(Task): All of the records must be repeated exactly.

─── Information given ───

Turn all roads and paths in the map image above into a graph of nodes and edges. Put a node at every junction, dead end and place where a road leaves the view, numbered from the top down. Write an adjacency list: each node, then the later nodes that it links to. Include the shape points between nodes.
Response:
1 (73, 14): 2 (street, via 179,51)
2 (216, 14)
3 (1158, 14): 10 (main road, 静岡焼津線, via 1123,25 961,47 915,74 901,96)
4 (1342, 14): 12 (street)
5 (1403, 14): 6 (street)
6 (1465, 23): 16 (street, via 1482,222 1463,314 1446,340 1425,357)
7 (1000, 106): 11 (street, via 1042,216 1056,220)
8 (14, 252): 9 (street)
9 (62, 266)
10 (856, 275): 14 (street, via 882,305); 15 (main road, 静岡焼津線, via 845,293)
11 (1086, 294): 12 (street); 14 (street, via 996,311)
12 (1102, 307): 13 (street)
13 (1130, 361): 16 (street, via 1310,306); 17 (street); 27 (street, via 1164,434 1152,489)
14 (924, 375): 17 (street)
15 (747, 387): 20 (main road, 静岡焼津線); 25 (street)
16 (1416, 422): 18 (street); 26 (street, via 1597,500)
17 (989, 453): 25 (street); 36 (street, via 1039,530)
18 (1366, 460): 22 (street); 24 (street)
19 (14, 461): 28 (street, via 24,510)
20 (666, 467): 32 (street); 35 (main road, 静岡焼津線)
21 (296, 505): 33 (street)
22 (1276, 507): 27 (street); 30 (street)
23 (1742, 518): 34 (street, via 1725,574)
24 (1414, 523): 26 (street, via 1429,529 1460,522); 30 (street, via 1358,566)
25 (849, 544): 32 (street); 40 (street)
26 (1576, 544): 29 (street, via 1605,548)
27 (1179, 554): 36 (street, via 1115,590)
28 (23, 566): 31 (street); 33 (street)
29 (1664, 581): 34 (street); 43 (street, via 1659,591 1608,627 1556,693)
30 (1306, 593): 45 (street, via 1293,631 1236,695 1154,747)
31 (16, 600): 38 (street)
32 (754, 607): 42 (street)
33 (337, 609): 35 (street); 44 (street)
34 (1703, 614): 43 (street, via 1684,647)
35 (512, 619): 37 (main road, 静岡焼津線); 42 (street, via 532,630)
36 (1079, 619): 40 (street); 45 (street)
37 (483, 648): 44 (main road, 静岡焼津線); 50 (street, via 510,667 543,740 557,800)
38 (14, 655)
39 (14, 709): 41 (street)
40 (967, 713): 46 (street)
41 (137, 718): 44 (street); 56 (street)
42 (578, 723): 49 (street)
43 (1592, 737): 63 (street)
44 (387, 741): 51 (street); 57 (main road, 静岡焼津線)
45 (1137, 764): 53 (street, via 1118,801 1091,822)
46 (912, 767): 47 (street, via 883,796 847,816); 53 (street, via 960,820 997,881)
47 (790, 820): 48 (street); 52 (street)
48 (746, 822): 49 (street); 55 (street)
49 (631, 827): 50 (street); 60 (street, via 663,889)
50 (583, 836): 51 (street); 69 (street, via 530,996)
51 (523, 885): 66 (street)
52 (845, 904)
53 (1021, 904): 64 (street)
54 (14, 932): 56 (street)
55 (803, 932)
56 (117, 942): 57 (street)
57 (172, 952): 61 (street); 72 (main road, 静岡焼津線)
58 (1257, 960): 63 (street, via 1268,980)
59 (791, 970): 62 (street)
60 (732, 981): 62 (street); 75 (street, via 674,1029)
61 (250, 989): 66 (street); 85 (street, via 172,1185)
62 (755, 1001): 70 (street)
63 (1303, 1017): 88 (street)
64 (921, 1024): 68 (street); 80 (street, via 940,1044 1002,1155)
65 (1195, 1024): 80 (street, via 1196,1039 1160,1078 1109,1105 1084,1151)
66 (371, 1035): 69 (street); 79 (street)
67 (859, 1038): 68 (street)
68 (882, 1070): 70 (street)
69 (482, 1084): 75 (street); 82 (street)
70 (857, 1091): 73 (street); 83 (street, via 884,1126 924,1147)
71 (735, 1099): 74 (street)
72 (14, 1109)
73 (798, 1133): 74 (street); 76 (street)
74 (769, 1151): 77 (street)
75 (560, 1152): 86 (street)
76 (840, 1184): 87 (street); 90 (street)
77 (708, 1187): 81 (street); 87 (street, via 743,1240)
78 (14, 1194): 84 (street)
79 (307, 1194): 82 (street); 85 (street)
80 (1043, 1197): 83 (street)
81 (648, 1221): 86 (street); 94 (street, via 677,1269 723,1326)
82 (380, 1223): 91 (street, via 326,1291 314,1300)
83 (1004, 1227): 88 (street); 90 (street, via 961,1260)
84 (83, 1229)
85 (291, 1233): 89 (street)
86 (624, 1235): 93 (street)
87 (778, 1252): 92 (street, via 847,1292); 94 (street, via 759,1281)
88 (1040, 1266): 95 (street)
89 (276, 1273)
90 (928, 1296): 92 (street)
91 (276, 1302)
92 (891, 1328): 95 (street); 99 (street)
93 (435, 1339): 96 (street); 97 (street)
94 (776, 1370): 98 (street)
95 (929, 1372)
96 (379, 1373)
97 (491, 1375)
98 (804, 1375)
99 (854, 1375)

───

(Exercise solution):
Turn all roads and paths in the map image above into a graph of nodes and edges. Put a node at every junction, dead end and place where a road leaves the view, numbered from the top down. Write an adjacency list: each node, then the later nodes that it links to. Include the shape points between nodes.
Response:
1 (73, 14): 2 (street, via 179,51)
2 (216, 14)
3 (1158, 14): 10 (main road, 静岡焼津線, via 1123,25 961,47 915,74 901,96)
4 (1342, 14): 12 (street)
5 (1403, 14): 6 (street)
6 (1465, 23): 16 (street, via 1482,222 1463,314 1446,340 1425,357)
7 (1000, 106): 11 (street, via 1042,216 1056,220)
8 (14, 252): 9 (street)
9 (62, 266)
10 (856, 275): 14 (street, via 882,305); 15 (main road, 静岡焼津線, via 845,293)
11 (1086, 294): 12 (street); 14 (street, via 996,311)
12 (1102, 307): 13 (street)
13 (1130, 361): 16 (street, via 1310,306); 17 (street); 27 (street, via 1164,434 1152,489)
14 (924, 375): 17 (street)
15 (747, 387): 20 (main road, 静岡焼津線); 25 (street)
16 (1416, 422): 18 (street); 26 (street, via 1597,500)
17 (989, 453): 25 (street); 36 (street, via 1039,530)
18 (1366, 460): 22 (street); 24 (street)
19 (14, 461): 28 (street, via 24,510)
20 (666, 467): 32 (street); 35 (main road, 静岡焼津線)
21 (296, 505): 33 (street)
22 (1276, 507): 27 (street); 30 (street)
23 (1742, 518): 34 (street, via 1725,574)
24 (1414, 523): 26 (street, via 1429,529 1460,522); 30 (street, via 1358,566)
25 (849, 544): 32 (street); 40 (street)
26 (1576, 544): 29 (street, via 1605,548)
27 (1179, 554): 36 (street, via 1115,590)
28 (23, 566): 31 (street); 33 (street)
29 (1664, 581): 34 (street); 43 (street, via 1659,591 1608,627 1556,693)
30 (1306, 593): 45 (street, via 1293,631 1236,695 1154,747)
31 (16, 600): 38 (street)
32 (754, 607): 42 (street)
33 (337, 609): 35 (street); 44 (street)
34 (1703, 614): 43 (street, via 1684,647)
35 (512, 619): 37 (main road, 静岡焼津線); 42 (street, via 532,630)
36 (1079, 619): 40 (street); 45 (street)
37 (483, 648): 44 (main road, 静岡焼津線); 50 (street, via 510,667 543,740 557,800)
38 (14, 655)
39 (14, 709): 41 (street)
40 (967, 713): 46 (street)
41 (137, 718): 44 (street); 56 (street)
42 (578, 723): 49 (street)
43 (1592, 737): 63 (street)
44 (387, 741): 51 (street); 57 (main road, 静岡焼津線)
45 (1137, 764): 53 (street, via 1118,801 1091,822)
46 (912, 767): 47 (street, via 883,796 847,816); 53 (street, via 960,820 997,881)
47 (790, 820): 48 (street); 52 (street)
48 (746, 822): 49 (street); 55 (street)
49 (631, 827): 50 (street); 60 (street, via 663,889)
50 (583, 836): 51 (street); 69 (street, via 530,996)
51 (523, 885): 66 (street)
52 (845, 904)
53 (1021, 904): 64 (street)
54 (14, 932): 56 (street)
55 (803, 932)
56 (117, 942): 57 (street)
57 (172, 952): 61 (street); 72 (main road, 静岡焼津線)
58 (1257, 960): 63 (street, via 1268,980)
59 (791, 970): 62 (street)
60 (732, 981): 62 (street); 75 (street, via 674,1029)
61 (250, 989): 66 (street); 85 (street, via 172,1185)
62 (755, 1001): 70 (street)
63 (1303, 1017): 88 (street)
64 (921, 1024): 68 (street); 80 (street, via 940,1044 1002,1155)
65 (1195, 1024): 80 (street, via 1196,1039 1160,1078 1109,1105 1084,1151)
66 (371, 1035): 69 (street); 79 (street)
67 (859, 1038): 68 (street)
68 (882, 1070): 70 (street)
69 (482, 1084): 75 (street); 82 (street)
70 (857, 1091): 73 (street); 83 (street, via 884,1126 924,1147)
71 (735, 1099): 74 (street)
72 (14, 1109)
73 (798, 1133): 74 (street); 76 (street)
74 (769, 1151): 77 (street)
75 (560, 1152): 86 (street)
76 (840, 1184): 87 (street); 90 (street)
77 (708, 1187): 81 (street); 87 (street, via 743,1240)
78 (14, 1194): 84 (street)
79 (307, 1194): 82 (street); 85 (street)
80 (1043, 1197): 83 (street)
81 (648, 1221): 86 (street); 94 (street, via 677,1269 723,1326)
82 (380, 1223): 91 (street, via 326,1291 314,1300)
83 (1004, 1227): 88 (street); 90 (street, via 961,1260)
84 (83, 1229)
85 (291, 1233): 89 (street)
86 (624, 1235): 93 (street)
87 (778, 1252): 92 (street, via 847,1292); 94 (street, via 759,1281)
88 (1040, 1266): 95 (street)
89 (276, 1273)
90 (928, 1296): 92 (street)
91 (276, 1302)
92 (891, 1328): 95 (street); 99 (street)
93 (435, 1339): 96 (street); 97 (street)
94 (776, 1370): 98 (street)
95 (929, 1372)
96 (379, 1373)
97 (491, 1375)
98 (804, 1375)
99 (854, 1375)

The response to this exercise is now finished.